» TASK GOAL: Print the listing below exactly as written.

» DATA FOR THIS TASK:
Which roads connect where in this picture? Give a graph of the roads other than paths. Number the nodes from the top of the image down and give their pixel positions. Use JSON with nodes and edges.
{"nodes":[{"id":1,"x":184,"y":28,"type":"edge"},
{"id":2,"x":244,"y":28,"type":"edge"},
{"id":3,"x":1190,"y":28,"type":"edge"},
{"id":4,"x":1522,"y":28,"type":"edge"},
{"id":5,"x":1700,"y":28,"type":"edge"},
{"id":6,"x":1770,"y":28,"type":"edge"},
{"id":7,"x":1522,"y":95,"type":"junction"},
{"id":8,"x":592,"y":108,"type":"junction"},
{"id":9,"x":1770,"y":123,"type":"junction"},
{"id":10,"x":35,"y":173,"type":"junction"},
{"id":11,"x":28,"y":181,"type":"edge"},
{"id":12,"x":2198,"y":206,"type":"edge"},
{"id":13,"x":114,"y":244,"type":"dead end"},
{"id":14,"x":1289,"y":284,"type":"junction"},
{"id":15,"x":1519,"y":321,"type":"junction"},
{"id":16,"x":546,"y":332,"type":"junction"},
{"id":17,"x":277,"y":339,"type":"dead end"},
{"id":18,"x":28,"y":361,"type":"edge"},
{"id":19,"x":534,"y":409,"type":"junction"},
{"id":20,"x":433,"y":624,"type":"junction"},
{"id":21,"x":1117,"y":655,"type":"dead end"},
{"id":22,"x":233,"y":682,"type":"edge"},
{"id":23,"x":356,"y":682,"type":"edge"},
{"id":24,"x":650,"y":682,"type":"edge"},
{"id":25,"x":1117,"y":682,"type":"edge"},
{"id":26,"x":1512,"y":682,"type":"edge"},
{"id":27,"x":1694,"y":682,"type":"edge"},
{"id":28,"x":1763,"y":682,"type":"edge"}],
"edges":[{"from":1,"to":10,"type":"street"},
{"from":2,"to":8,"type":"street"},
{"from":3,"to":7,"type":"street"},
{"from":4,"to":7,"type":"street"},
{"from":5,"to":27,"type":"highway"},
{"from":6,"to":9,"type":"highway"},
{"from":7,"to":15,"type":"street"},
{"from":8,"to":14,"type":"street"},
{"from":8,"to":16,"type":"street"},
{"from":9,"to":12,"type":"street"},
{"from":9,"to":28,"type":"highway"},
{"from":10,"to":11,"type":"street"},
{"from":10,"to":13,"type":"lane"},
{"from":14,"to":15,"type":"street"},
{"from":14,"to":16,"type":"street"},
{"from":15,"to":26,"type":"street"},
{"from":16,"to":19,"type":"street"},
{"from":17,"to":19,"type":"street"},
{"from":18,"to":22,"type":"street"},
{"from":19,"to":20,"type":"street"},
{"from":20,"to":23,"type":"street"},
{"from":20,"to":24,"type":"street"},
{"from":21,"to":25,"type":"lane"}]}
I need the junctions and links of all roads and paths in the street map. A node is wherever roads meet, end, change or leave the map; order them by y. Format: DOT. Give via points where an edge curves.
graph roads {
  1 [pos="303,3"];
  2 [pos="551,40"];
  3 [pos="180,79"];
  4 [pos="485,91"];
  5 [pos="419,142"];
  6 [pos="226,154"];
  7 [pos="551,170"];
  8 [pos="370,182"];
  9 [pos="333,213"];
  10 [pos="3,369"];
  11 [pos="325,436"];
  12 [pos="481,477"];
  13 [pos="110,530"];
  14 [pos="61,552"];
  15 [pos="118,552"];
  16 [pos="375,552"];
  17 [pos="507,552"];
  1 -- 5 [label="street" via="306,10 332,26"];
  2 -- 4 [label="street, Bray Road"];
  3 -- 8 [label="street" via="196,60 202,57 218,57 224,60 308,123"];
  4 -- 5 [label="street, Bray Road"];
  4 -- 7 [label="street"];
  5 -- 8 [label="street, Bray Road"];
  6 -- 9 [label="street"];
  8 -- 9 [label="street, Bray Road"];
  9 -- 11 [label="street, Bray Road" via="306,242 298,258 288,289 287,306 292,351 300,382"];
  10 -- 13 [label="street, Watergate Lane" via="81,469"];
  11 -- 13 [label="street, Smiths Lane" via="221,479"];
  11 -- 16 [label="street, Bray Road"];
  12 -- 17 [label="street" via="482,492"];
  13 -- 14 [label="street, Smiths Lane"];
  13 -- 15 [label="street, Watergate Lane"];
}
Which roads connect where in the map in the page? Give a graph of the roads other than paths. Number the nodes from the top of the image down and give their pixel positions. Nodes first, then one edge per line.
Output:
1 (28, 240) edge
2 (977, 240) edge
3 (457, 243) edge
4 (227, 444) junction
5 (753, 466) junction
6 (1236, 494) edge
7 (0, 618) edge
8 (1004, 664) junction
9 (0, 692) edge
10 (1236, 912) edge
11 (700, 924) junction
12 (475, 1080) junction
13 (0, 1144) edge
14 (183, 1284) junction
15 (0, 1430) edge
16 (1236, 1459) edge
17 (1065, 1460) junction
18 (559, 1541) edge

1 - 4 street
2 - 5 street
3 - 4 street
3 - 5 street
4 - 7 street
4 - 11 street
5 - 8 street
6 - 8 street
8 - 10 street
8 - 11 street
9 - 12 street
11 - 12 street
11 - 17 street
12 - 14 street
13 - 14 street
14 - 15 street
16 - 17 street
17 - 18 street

» EXERCISE RESULT:
Which roads connect where in this picture? Give a graph of the roads other than paths. Number the nodes from the top of the image down and give their pixel positions. Use JSON with nodes and edges.
{"nodes":[{"id":1,"x":184,"y":28,"type":"edge"},
{"id":2,"x":244,"y":28,"type":"edge"},
{"id":3,"x":1190,"y":28,"type":"edge"},
{"id":4,"x":1522,"y":28,"type":"edge"},
{"id":5,"x":1700,"y":28,"type":"edge"},
{"id":6,"x":1770,"y":28,"type":"edge"},
{"id":7,"x":1522,"y":95,"type":"junction"},
{"id":8,"x":592,"y":108,"type":"junction"},
{"id":9,"x":1770,"y":123,"type":"junction"},
{"id":10,"x":35,"y":173,"type":"junction"},
{"id":11,"x":28,"y":181,"type":"edge"},
{"id":12,"x":2198,"y":206,"type":"edge"},
{"id":13,"x":114,"y":244,"type":"dead end"},
{"id":14,"x":1289,"y":284,"type":"junction"},
{"id":15,"x":1519,"y":321,"type":"junction"},
{"id":16,"x":546,"y":332,"type":"junction"},
{"id":17,"x":277,"y":339,"type":"dead end"},
{"id":18,"x":28,"y":361,"type":"edge"},
{"id":19,"x":534,"y":409,"type":"junction"},
{"id":20,"x":433,"y":624,"type":"junction"},
{"id":21,"x":1117,"y":655,"type":"dead end"},
{"id":22,"x":233,"y":682,"type":"edge"},
{"id":23,"x":356,"y":682,"type":"edge"},
{"id":24,"x":650,"y":682,"type":"edge"},
{"id":25,"x":1117,"y":682,"type":"edge"},
{"id":26,"x":1512,"y":682,"type":"edge"},
{"id":27,"x":1694,"y":682,"type":"edge"},
{"id":28,"x":1763,"y":682,"type":"edge"}],
"edges":[{"from":1,"to":10,"type":"street"},
{"from":2,"to":8,"type":"street"},
{"from":3,"to":7,"type":"street"},
{"from":4,"to":7,"type":"street"},
{"from":5,"to":27,"type":"highway"},
{"from":6,"to":9,"type":"highway"},
{"from":7,"to":15,"type":"street"},
{"from":8,"to":14,"type":"street"},
{"from":8,"to":16,"type":"street"},
{"from":9,"to":12,"type":"street"},
{"from":9,"to":28,"type":"highway"},
{"from":10,"to":11,"type":"street"},
{"from":10,"to":13,"type":"lane"},
{"from":14,"to":15,"type":"street"},
{"from":14,"to":16,"type":"street"},
{"from":15,"to":26,"type":"street"},
{"from":16,"to":19,"type":"street"},
{"from":17,"to":19,"type":"street"},
{"from":18,"to":22,"type":"street"},
{"from":19,"to":20,"type":"street"},
{"from":20,"to":23,"type":"street"},
{"from":20,"to":24,"type":"street"},
{"from":21,"to":25,"type":"lane"}]}
I need the junctions and links of all roads and paths in the street map. A node is wherever roads meet, end, change or leave the map; order them by y. Format: DOT. Give via points where an edge curves.
graph roads {
  1 [pos="303,3"];
  2 [pos="551,40"];
  3 [pos="180,79"];
  4 [pos="485,91"];
  5 [pos="419,142"];
  6 [pos="226,154"];
  7 [pos="551,170"];
  8 [pos="370,182"];
  9 [pos="333,213"];
  10 [pos="3,369"];
  11 [pos="325,436"];
  12 [pos="481,477"];
  13 [pos="110,530"];
  14 [pos="61,552"];
  15 [pos="118,552"];
  16 [pos="375,552"];
  17 [pos="507,552"];
  1 -- 5 [label="street" via="306,10 332,26"];
  2 -- 4 [label="street, Bray Road"];
  3 -- 8 [label="street" via="196,60 202,57 218,57 224,60 308,123"];
  4 -- 5 [label="street, Bray Road"];
  4 -- 7 [label="street"];
  5 -- 8 [label="street, Bray Road"];
  6 -- 9 [label="street"];
  8 -- 9 [label="street, Bray Road"];
  9 -- 11 [label="street, Bray Road" via="306,242 298,258 288,289 287,306 292,351 300,382"];
  10 -- 13 [label="street, Watergate Lane" via="81,469"];
  11 -- 13 [label="street, Smiths Lane" via="221,479"];
  11 -- 16 [label="street, Bray Road"];
  12 -- 17 [label="street" via="482,492"];
  13 -- 14 [label="street, Smiths Lane"];
  13 -- 15 [label="street, Watergate Lane"];
}
Which roads connect where in the map in the page? Give a graph of the roads other than paths. Number the nodes from the top of the image down and give their pixel positions. Nodes first, then one edge per line.
Output:
1 (28, 240) edge
2 (977, 240) edge
3 (457, 243) edge
4 (227, 444) junction
5 (753, 466) junction
6 (1236, 494) edge
7 (0, 618) edge
8 (1004, 664) junction
9 (0, 692) edge
10 (1236, 912) edge
11 (700, 924) junction
12 (475, 1080) junction
13 (0, 1144) edge
14 (183, 1284) junction
15 (0, 1430) edge
16 (1236, 1459) edge
17 (1065, 1460) junction
18 (559, 1541) edge

1 - 4 street
2 - 5 street
3 - 4 street
3 - 5 street
4 - 7 street
4 - 11 street
5 - 8 street
6 - 8 street
8 - 10 street
8 - 11 street
9 - 12 street
11 - 12 street
11 - 17 street
12 - 14 street
13 - 14 street
14 - 15 street
16 - 17 street
17 - 18 street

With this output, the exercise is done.